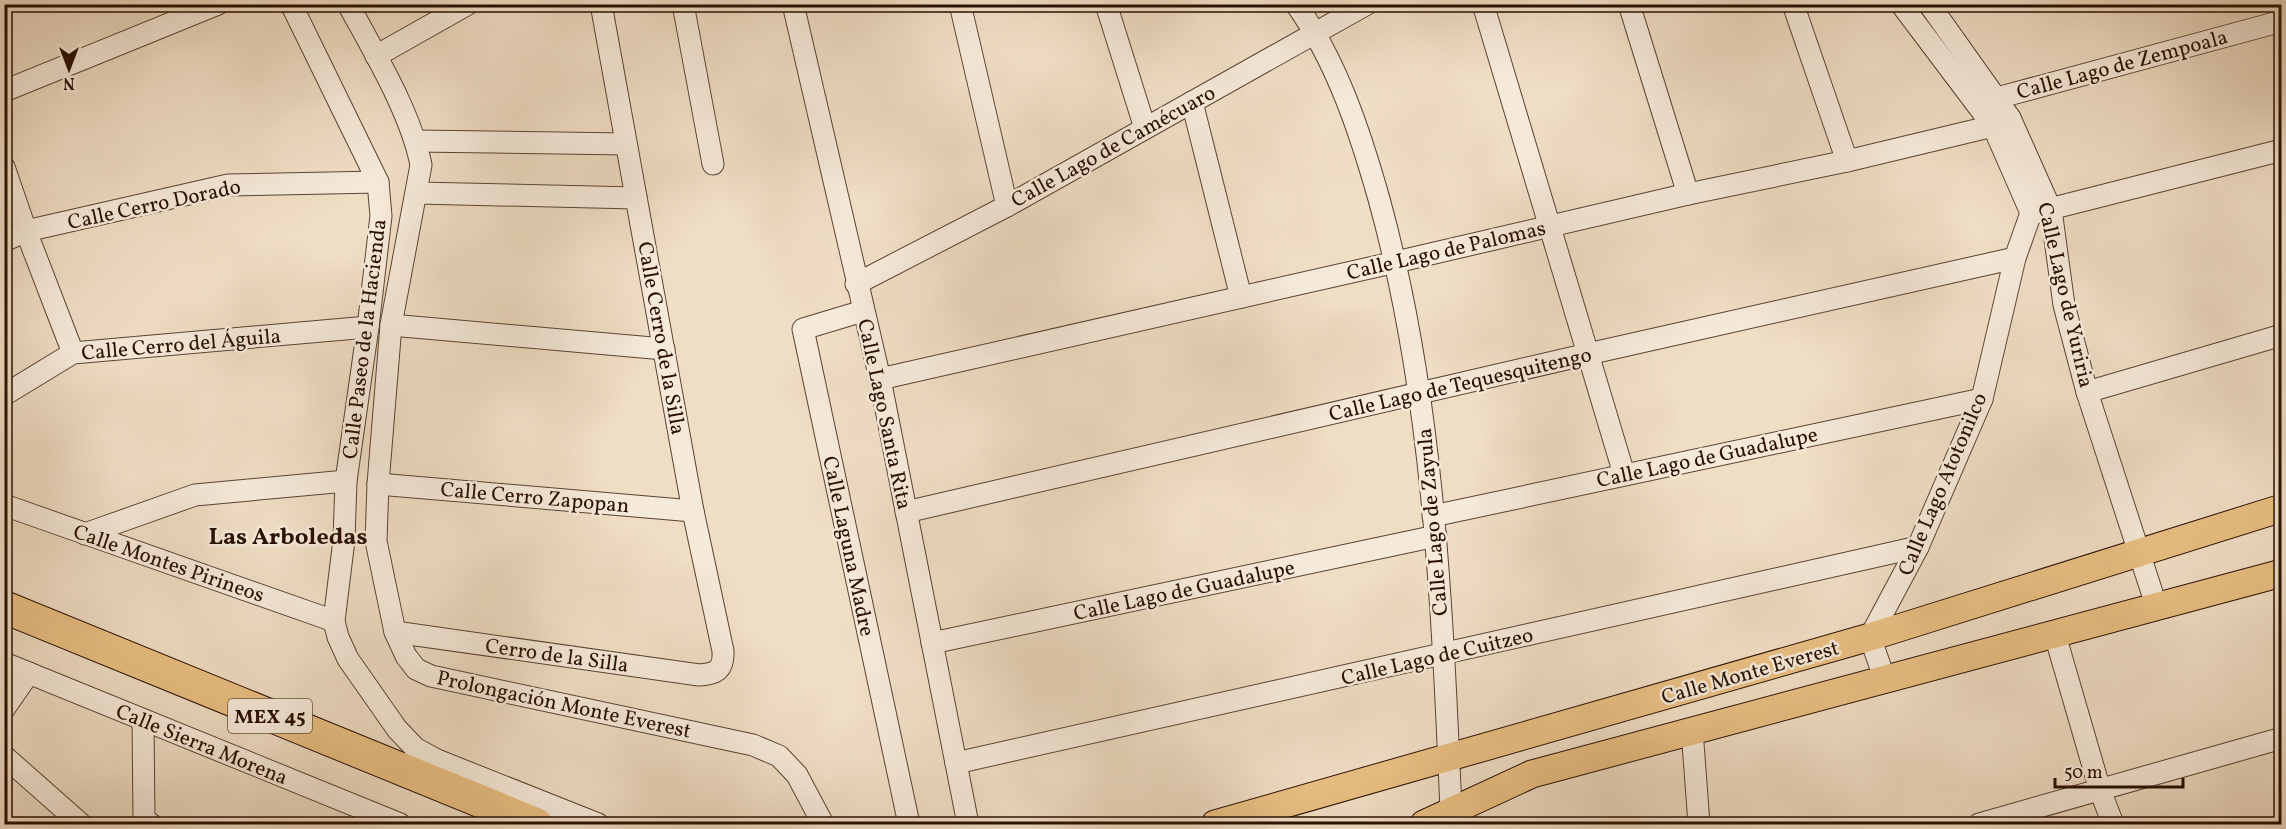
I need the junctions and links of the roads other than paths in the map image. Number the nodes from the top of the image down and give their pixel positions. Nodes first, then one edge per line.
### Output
1 (218, 4) edge
2 (291, 4) edge
3 (348, 4) edge
4 (468, 4) edge
5 (601, 4) edge
6 (683, 4) edge
7 (793, 4) edge
8 (960, 4) edge
9 (1106, 4) edge
10 (1296, 4) edge
11 (1367, 4) edge
12 (1483, 4) edge
13 (1629, 4) edge
14 (1793, 4) edge
15 (1900, 4) edge
16 (1929, 4) edge
17 (2282, 21) edge
18 (1316, 32) junction
19 (376, 56) junction
20 (4, 91) edge
21 (1997, 98) junction
22 (1192, 102) junction
23 (2002, 122) junction
24 (1145, 128) junction
25 (416, 141) junction
26 (626, 144) junction
27 (2282, 150) edge
28 (1847, 161) junction
29 (713, 164) dead end
30 (4, 167) edge
31 (378, 182) junction
32 (417, 193) junction
33 (1688, 194) junction
34 (636, 198) junction
35 (1007, 206) junction
36 (2041, 212) junction
37 (1550, 226) junction
38 (26, 231) junction
39 (4, 241) edge
40 (2015, 258) junction
41 (1396, 262) junction
42 (856, 284) junction
43 (1241, 297) junction
44 (862, 311) junction
45 (391, 325) junction
46 (368, 327) junction
47 (2282, 335) edge
48 (664, 349) junction
49 (73, 353) junction
50 (1588, 354) junction
51 (879, 379) junction
52 (2087, 392) junction
53 (1420, 393) junction
54 (4, 395) edge
55 (1982, 399) junction
56 (1624, 474) junction
57 (346, 481) junction
58 (378, 484) junction
59 (4, 505) edge
60 (2282, 508) edge
61 (693, 511) junction
62 (906, 512) junction
63 (1434, 526) junction
64 (85, 534) junction
65 (344, 540) junction
66 (376, 541) junction
67 (1918, 547) junction
68 (2138, 553) junction
69 (2282, 573) edge
70 (4, 607) edge
71 (2157, 608) junction
72 (334, 621) junction
73 (4, 628) edge
74 (395, 632) junction
75 (2055, 635) junction
76 (1870, 637) junction
77 (932, 643) junction
78 (1443, 655) junction
79 (4, 663) edge
80 (719, 670) joint
81 (29, 673) junction
82 (1884, 681) junction
83 (4, 709) edge
84 (143, 720) junction
85 (1692, 730) junction
86 (2282, 738) edge
87 (4, 756) edge
88 (1449, 758) junction
89 (956, 763) junction
90 (2100, 790) junction
91 (1451, 810) junction
92 (393, 823) edge
93 (81, 825) edge
94 (152, 825) edge
95 (479, 825) edge
96 (536, 825) edge
97 (598, 825) edge
98 (823, 825) edge
99 (909, 825) edge
100 (968, 825) edge
101 (1215, 825) edge
102 (1424, 825) edge
103 (1699, 825) edge
104 (1979, 825) edge
105 (2112, 825) edge

1 - 20 street
2 - 31 street, Calle Paseo de la Hacienda
3 - 19 street, Prolongación Monte Everest
4 - 19 street
5 - 26 street, Calle Cerro de la Silla
6 - 29 street
7 - 42 street, Calle Lago Santa Rita
8 - 35 street
9 - 24 street
10 - 18 street, Calle Lago de Zayula
11 - 18 street, Calle Lago de Camécuaro
12 - 37 street
13 - 33 street
14 - 28 street
15 - 23 street, Calle Lago de Yuriria
16 - 21 street, Calle Lago de Yuriria
17 - 21 street, Calle Lago de Zempoala
18 - 22 street, Calle Lago de Camécuaro
18 - 41 street, Calle Lago de Zayula
19 - 25 street, Prolongación Monte Everest
21 - 23 street, Calle Lago de Yuriria
22 - 24 street, Calle Lago de Camécuaro
22 - 43 street
23 - 28 street, Calle Lago de Palomas
23 - 36 street, Calle Lago de Yuriria
24 - 35 street, Calle Lago de Camécuaro
25 - 26 street
25 - 32 street, Prolongación Monte Everest
26 - 34 street, Calle Cerro de la Silla
27 - 36 street
28 - 33 street, Calle Lago de Palomas
30 - 38 street
31 - 38 street, Calle Cerro Dorado
31 - 46 street, Calle Paseo de la Hacienda
32 - 34 street
32 - 45 street, Prolongación Monte Everest
33 - 37 street, Calle Lago de Palomas
34 - 48 street, Calle Cerro de la Silla
35 - 42 street, Calle Lago de Camécuaro
36 - 40 street, Calle Lago Atotonilco
36 - 52 street, Calle Lago de Yuriria
37 - 41 street, Calle Lago de Palomas
37 - 50 street
38 - 39 street, Calle Cerro Dorado
38 - 49 street
40 - 50 street, Calle Lago de Tequesquitengo
40 - 55 street, Calle Lago Atotonilco
41 - 43 street, Calle Lago de Palomas
41 - 53 street, Calle Lago de Zayula
42 - 44 street, Calle Lago Santa Rita
43 - 51 street, Calle Lago de Palomas
44 - 51 street, Calle Lago Santa Rita
44 - 99 street, Calle Laguna Madre
45 - 48 street
45 - 58 street, Prolongación Monte Everest
46 - 49 street, Calle Cerro del Águila
46 - 57 street, Calle Paseo de la Hacienda
47 - 52 street
48 - 61 street, Calle Cerro de la Silla
49 - 54 street, Calle Cerro del Águila
50 - 53 street, Calle Lago de Tequesquitengo
50 - 56 street
51 - 62 street, Calle Lago Santa Rita
52 - 68 street, Calle Lago de Yuriria
53 - 62 street, Calle Lago de Tequesquitengo
53 - 63 street, Calle Lago de Zayula
55 - 56 street, Calle Lago de Guadalupe
55 - 67 street, Calle Lago Atotonilco
56 - 63 street, Calle Lago de Guadalupe
57 - 64 street
57 - 65 street, Calle Paseo de la Hacienda
58 - 61 street, Calle Cerro Zapopan
58 - 66 street, Prolongación Monte Everest
59 - 64 street, Calle Montes Pirineos
60 - 68 main road, Calle Monte Everest
61 - 80 street, Calle Cerro de la Silla
62 - 77 street, Calle Lago Santa Rita
63 - 77 street, Calle Lago de Guadalupe
63 - 78 street, Calle Lago de Zayula
64 - 72 street, Calle Montes Pirineos
65 - 66 street
65 - 72 street, Calle Paseo de la Hacienda
66 - 74 street, Prolongación Monte Everest
67 - 76 street, Calle Lago Atotonilco
67 - 78 street, Calle Lago de Cuitzeo
68 - 71 street, Calle Lago de Yuriria
68 - 76 main road, Calle Monte Everest
69 - 71 main road, Calle Monte Everest
70 - 96 highway, MEX 45
71 - 75 main road, Calle Monte Everest
72 - 97 street
73 - 95 highway, MEX 45
74 - 80 street, Cerro de la Silla
74 - 98 street, Prolongación Monte Everest
75 - 82 main road, Calle Monte Everest
75 - 90 street
76 - 82 street
76 - 88 main road, Calle Monte Everest
77 - 89 street, Calle Lago Santa Rita
78 - 88 street, Calle Lago de Zayula
78 - 89 street, Calle Lago de Cuitzeo
79 - 81 street, Calle Sierra Morena
81 - 83 street
81 - 84 street, Calle Sierra Morena
82 - 85 main road, Calle Monte Everest
84 - 92 street, Calle Sierra Morena
84 - 94 street
85 - 91 main road, Calle Monte Everest
85 - 103 street
86 - 90 street
87 - 93 street
88 - 91 street, Calle Lago de Zayula
88 - 101 main road, Calle Monte Everest
89 - 100 street, Calle Lago Santa Rita
90 - 104 street
90 - 105 street
91 - 102 main road, Calle Monte Everest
---
Directions for this task: Omit the pictures, then copy out all the data exactly as it stands.

Exercise solution:
I need the junctions and links of the roads other than paths in the map image. Number the nodes from the top of the image down and give their pixel positions. Nodes first, then one edge per line.
### Output
1 (218, 4) edge
2 (291, 4) edge
3 (348, 4) edge
4 (468, 4) edge
5 (601, 4) edge
6 (683, 4) edge
7 (793, 4) edge
8 (960, 4) edge
9 (1106, 4) edge
10 (1296, 4) edge
11 (1367, 4) edge
12 (1483, 4) edge
13 (1629, 4) edge
14 (1793, 4) edge
15 (1900, 4) edge
16 (1929, 4) edge
17 (2282, 21) edge
18 (1316, 32) junction
19 (376, 56) junction
20 (4, 91) edge
21 (1997, 98) junction
22 (1192, 102) junction
23 (2002, 122) junction
24 (1145, 128) junction
25 (416, 141) junction
26 (626, 144) junction
27 (2282, 150) edge
28 (1847, 161) junction
29 (713, 164) dead end
30 (4, 167) edge
31 (378, 182) junction
32 (417, 193) junction
33 (1688, 194) junction
34 (636, 198) junction
35 (1007, 206) junction
36 (2041, 212) junction
37 (1550, 226) junction
38 (26, 231) junction
39 (4, 241) edge
40 (2015, 258) junction
41 (1396, 262) junction
42 (856, 284) junction
43 (1241, 297) junction
44 (862, 311) junction
45 (391, 325) junction
46 (368, 327) junction
47 (2282, 335) edge
48 (664, 349) junction
49 (73, 353) junction
50 (1588, 354) junction
51 (879, 379) junction
52 (2087, 392) junction
53 (1420, 393) junction
54 (4, 395) edge
55 (1982, 399) junction
56 (1624, 474) junction
57 (346, 481) junction
58 (378, 484) junction
59 (4, 505) edge
60 (2282, 508) edge
61 (693, 511) junction
62 (906, 512) junction
63 (1434, 526) junction
64 (85, 534) junction
65 (344, 540) junction
66 (376, 541) junction
67 (1918, 547) junction
68 (2138, 553) junction
69 (2282, 573) edge
70 (4, 607) edge
71 (2157, 608) junction
72 (334, 621) junction
73 (4, 628) edge
74 (395, 632) junction
75 (2055, 635) junction
76 (1870, 637) junction
77 (932, 643) junction
78 (1443, 655) junction
79 (4, 663) edge
80 (719, 670) joint
81 (29, 673) junction
82 (1884, 681) junction
83 (4, 709) edge
84 (143, 720) junction
85 (1692, 730) junction
86 (2282, 738) edge
87 (4, 756) edge
88 (1449, 758) junction
89 (956, 763) junction
90 (2100, 790) junction
91 (1451, 810) junction
92 (393, 823) edge
93 (81, 825) edge
94 (152, 825) edge
95 (479, 825) edge
96 (536, 825) edge
97 (598, 825) edge
98 (823, 825) edge
99 (909, 825) edge
100 (968, 825) edge
101 (1215, 825) edge
102 (1424, 825) edge
103 (1699, 825) edge
104 (1979, 825) edge
105 (2112, 825) edge

1 - 20 street
2 - 31 street, Calle Paseo de la Hacienda
3 - 19 street, Prolongación Monte Everest
4 - 19 street
5 - 26 street, Calle Cerro de la Silla
6 - 29 street
7 - 42 street, Calle Lago Santa Rita
8 - 35 street
9 - 24 street
10 - 18 street, Calle Lago de Zayula
11 - 18 street, Calle Lago de Camécuaro
12 - 37 street
13 - 33 street
14 - 28 street
15 - 23 street, Calle Lago de Yuriria
16 - 21 street, Calle Lago de Yuriria
17 - 21 street, Calle Lago de Zempoala
18 - 22 street, Calle Lago de Camécuaro
18 - 41 street, Calle Lago de Zayula
19 - 25 street, Prolongación Monte Everest
21 - 23 street, Calle Lago de Yuriria
22 - 24 street, Calle Lago de Camécuaro
22 - 43 street
23 - 28 street, Calle Lago de Palomas
23 - 36 street, Calle Lago de Yuriria
24 - 35 street, Calle Lago de Camécuaro
25 - 26 street
25 - 32 street, Prolongación Monte Everest
26 - 34 street, Calle Cerro de la Silla
27 - 36 street
28 - 33 street, Calle Lago de Palomas
30 - 38 street
31 - 38 street, Calle Cerro Dorado
31 - 46 street, Calle Paseo de la Hacienda
32 - 34 street
32 - 45 street, Prolongación Monte Everest
33 - 37 street, Calle Lago de Palomas
34 - 48 street, Calle Cerro de la Silla
35 - 42 street, Calle Lago de Camécuaro
36 - 40 street, Calle Lago Atotonilco
36 - 52 street, Calle Lago de Yuriria
37 - 41 street, Calle Lago de Palomas
37 - 50 street
38 - 39 street, Calle Cerro Dorado
38 - 49 street
40 - 50 street, Calle Lago de Tequesquitengo
40 - 55 street, Calle Lago Atotonilco
41 - 43 street, Calle Lago de Palomas
41 - 53 street, Calle Lago de Zayula
42 - 44 street, Calle Lago Santa Rita
43 - 51 street, Calle Lago de Palomas
44 - 51 street, Calle Lago Santa Rita
44 - 99 street, Calle Laguna Madre
45 - 48 street
45 - 58 street, Prolongación Monte Everest
46 - 49 street, Calle Cerro del Águila
46 - 57 street, Calle Paseo de la Hacienda
47 - 52 street
48 - 61 street, Calle Cerro de la Silla
49 - 54 street, Calle Cerro del Águila
50 - 53 street, Calle Lago de Tequesquitengo
50 - 56 street
51 - 62 street, Calle Lago Santa Rita
52 - 68 street, Calle Lago de Yuriria
53 - 62 street, Calle Lago de Tequesquitengo
53 - 63 street, Calle Lago de Zayula
55 - 56 street, Calle Lago de Guadalupe
55 - 67 street, Calle Lago Atotonilco
56 - 63 street, Calle Lago de Guadalupe
57 - 64 street
57 - 65 street, Calle Paseo de la Hacienda
58 - 61 street, Calle Cerro Zapopan
58 - 66 street, Prolongación Monte Everest
59 - 64 street, Calle Montes Pirineos
60 - 68 main road, Calle Monte Everest
61 - 80 street, Calle Cerro de la Silla
62 - 77 street, Calle Lago Santa Rita
63 - 77 street, Calle Lago de Guadalupe
63 - 78 street, Calle Lago de Zayula
64 - 72 street, Calle Montes Pirineos
65 - 66 street
65 - 72 street, Calle Paseo de la Hacienda
66 - 74 street, Prolongación Monte Everest
67 - 76 street, Calle Lago Atotonilco
67 - 78 street, Calle Lago de Cuitzeo
68 - 71 street, Calle Lago de Yuriria
68 - 76 main road, Calle Monte Everest
69 - 71 main road, Calle Monte Everest
70 - 96 highway, MEX 45
71 - 75 main road, Calle Monte Everest
72 - 97 street
73 - 95 highway, MEX 45
74 - 80 street, Cerro de la Silla
74 - 98 street, Prolongación Monte Everest
75 - 82 main road, Calle Monte Everest
75 - 90 street
76 - 82 street
76 - 88 main road, Calle Monte Everest
77 - 89 street, Calle Lago Santa Rita
78 - 88 street, Calle Lago de Zayula
78 - 89 street, Calle Lago de Cuitzeo
79 - 81 street, Calle Sierra Morena
81 - 83 street
81 - 84 street, Calle Sierra Morena
82 - 85 main road, Calle Monte Everest
84 - 92 street, Calle Sierra Morena
84 - 94 street
85 - 91 main road, Calle Monte Everest
85 - 103 street
86 - 90 street
87 - 93 street
88 - 91 street, Calle Lago de Zayula
88 - 101 main road, Calle Monte Everest
89 - 100 street, Calle Lago Santa Rita
90 - 104 street
90 - 105 street
91 - 102 main road, Calle Monte Everest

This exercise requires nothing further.